ECE2024 Eposter Presentations Adrenal and Cardiovascular Endocrinology (155 abstracts)
University Hospital Center Mohamed VI, Departement of Endocrinology, Diabetes and Metabolic Disease, Marrakech
Introduction: Pheochromocytoma is a rare cause of hypertension in pregnancy. Its prevalence ranges from 0.2% to 0.002% of cases of hypertension in pregnancy. Early diagnosis and appropriate management can reduce mortality and morbidity. Were report a case of pheochromocytoma diagnosed during pregnancy.
Observation: 34-year-old diabetic patient, 29 weeks pregnant. Admitted for hypertensive peaks up to 170 mmHg of systolic, initially mistaken for pre-eclampsia. Given the 4-year history of hypertension associated with headaches and palpitations, endocrine hypertension was suspected. Urinary metanephrines were measured, and were very high (41 times upper limit for normethanephrine and 27 times for metanephrine). Abdominal MRI without gadolinium injection revealed a heterogeneous tumor above the left kidney measuring 7 cm, suggesting a pheochromocytoma. As the patient was already in her third trimester, surgery was postponed and the patient was put on alpha blockers and calcium channel blockers. Her blood pressure normalized under medical treatment. The patient had intrauterine fetal demise at 33 weeks and underwent adrenalectomy in the post partum.

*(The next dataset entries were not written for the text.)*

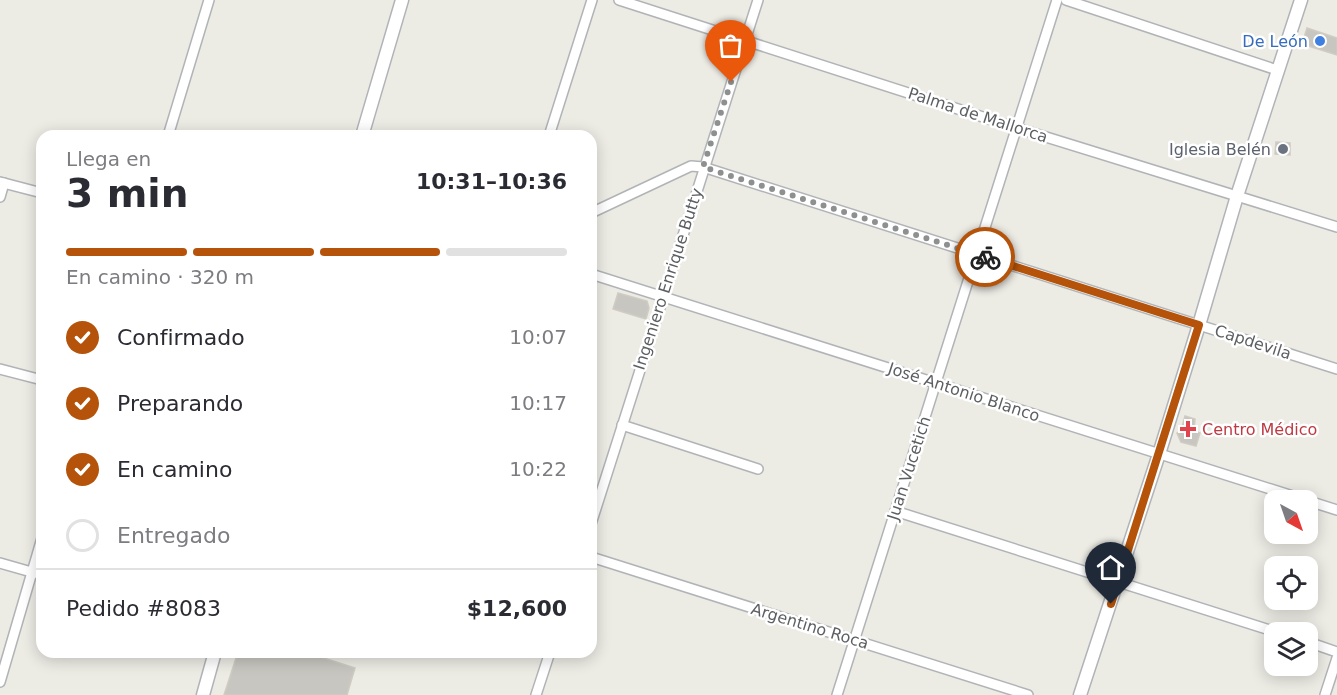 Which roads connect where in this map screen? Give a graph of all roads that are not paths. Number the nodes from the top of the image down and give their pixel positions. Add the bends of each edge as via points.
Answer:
1 (209, 0) edge
2 (402, 0) edge
3 (592, 0) edge
4 (619, 0) edge
5 (758, 0) edge
6 (1058, 0) edge
7 (1066, 0) edge
8 (1301, 0) edge
9 (745, 40) junction
10 (1278, 69) junction
11 (1017, 128) junction
12 (170, 130) edge
13 (364, 130) edge
14 (551, 130) edge
15 (703, 167) junction
16 (2, 182) edge
17 (36, 191) edge
18 (1237, 196) junction
19 (0, 197) edge
20 (597, 210) edge
21 (1337, 228) edge
22 (978, 255) junction
23 (597, 276) edge
24 (663, 297) junction
25 (1199, 325) junction
26 (0, 369) edge
27 (1337, 369) edge
28 (36, 378) edge
29 (936, 383) junction
30 (622, 425) junction
31 (1159, 454) junction
32 (759, 469) dead end
33 (597, 505) edge
34 (1337, 510) edge
35 (895, 511) junction
36 (36, 558) edge
37 (597, 559) edge
38 (0, 564) edge
39 (32, 572) junction
40 (36, 573) edge
41 (1118, 581) junction
42 (1264, 628) edge
43 (854, 640) junction
44 (1318, 645) edge
45 (1337, 652) edge
46 (213, 658) edge
47 (548, 658) edge
48 (1337, 658) edge
49 (0, 682) edge
50 (203, 695) edge
51 (537, 695) edge
52 (837, 695) edge
53 (1028, 695) edge
54 (1080, 695) edge
55 (1325, 695) edge

1 - 12 street
2 - 13 main road
3 - 14 street
4 - 9 street, Palma de Mallorca
5 - 9 street, Ingeniero Enrique Butty
6 - 11 street, Juan Vucetich
7 - 10 street
8 - 10 main road
9 - 11 street, Palma de Mallorca
9 - 15 street, Ingeniero Enrique Butty
10 - 18 main road
11 - 18 street, Palma de Mallorca
11 - 22 street, Juan Vucetich
15 - 20 street via 691,166
15 - 22 street, Capdevila
15 - 24 street, Ingeniero Enrique Butty
16 - 17 street
16 - 19 street
18 - 21 street, Palma de Mallorca
18 - 25 main road
22 - 25 street, Capdevila
22 - 29 street, Juan Vucetich
23 - 24 street, José Antonio Blanco
24 - 29 street, José Antonio Blanco
24 - 30 street, Ingeniero Enrique Butty
25 - 27 street, Capdevila
25 - 31 main road
26 - 28 street
29 - 31 street, José Antonio Blanco
29 - 35 street, Juan Vucetich
30 - 32 street
30 - 33 street, Ingeniero Enrique Butty
31 - 34 street, José Antonio Blanco
31 - 41 main road
35 - 41 street
35 - 43 street, Juan Vucetich
36 - 39 street
37 - 43 street, Argentino Roca
38 - 39 street
39 - 40 street
39 - 49 street
41 - 42 street
41 - 54 main road
43 - 52 street, Juan Vucetich
43 - 53 street, Argentino Roca
44 - 45 street
46 - 50 main road
47 - 51 street
48 - 55 street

Discussion: Pheochromocytoma is most common between the fourth and fifth decades of life, in both men and women. The diagnosis of pheochromocytoma in pregnant women is often difficult, and the presence of hypertension can be misleading. Persistent or paroxysmal hypertension is the most common sign of this disease. Headaches occur in up to 90% of symptomatic patients. Hypertension in pregnancy should be investigated early to differentiate pre-eclampsia from other causes. Urinary cathecolamines and metanephrines and MRI are used for diagnosis. Medical treatment with an alpha-blocker should be started as soon as the disease is diagnosed, and continued for at least 10 to 14 days before surgery. Surgery is the definitive treatment for pheochromocytoma, but the timing is controversial. Decisive criteria are gestational age, accessibility of the tumor, presence or absence of fetal distress, and the patients response to medical treatment. If the pregnant woman is in her 24th week of gestation or more, surgical removal is postponed until or after delivery. Despite its low prevalence, pheochromocytoma during pregnancy increases maternal and fetal morbidity and mortality.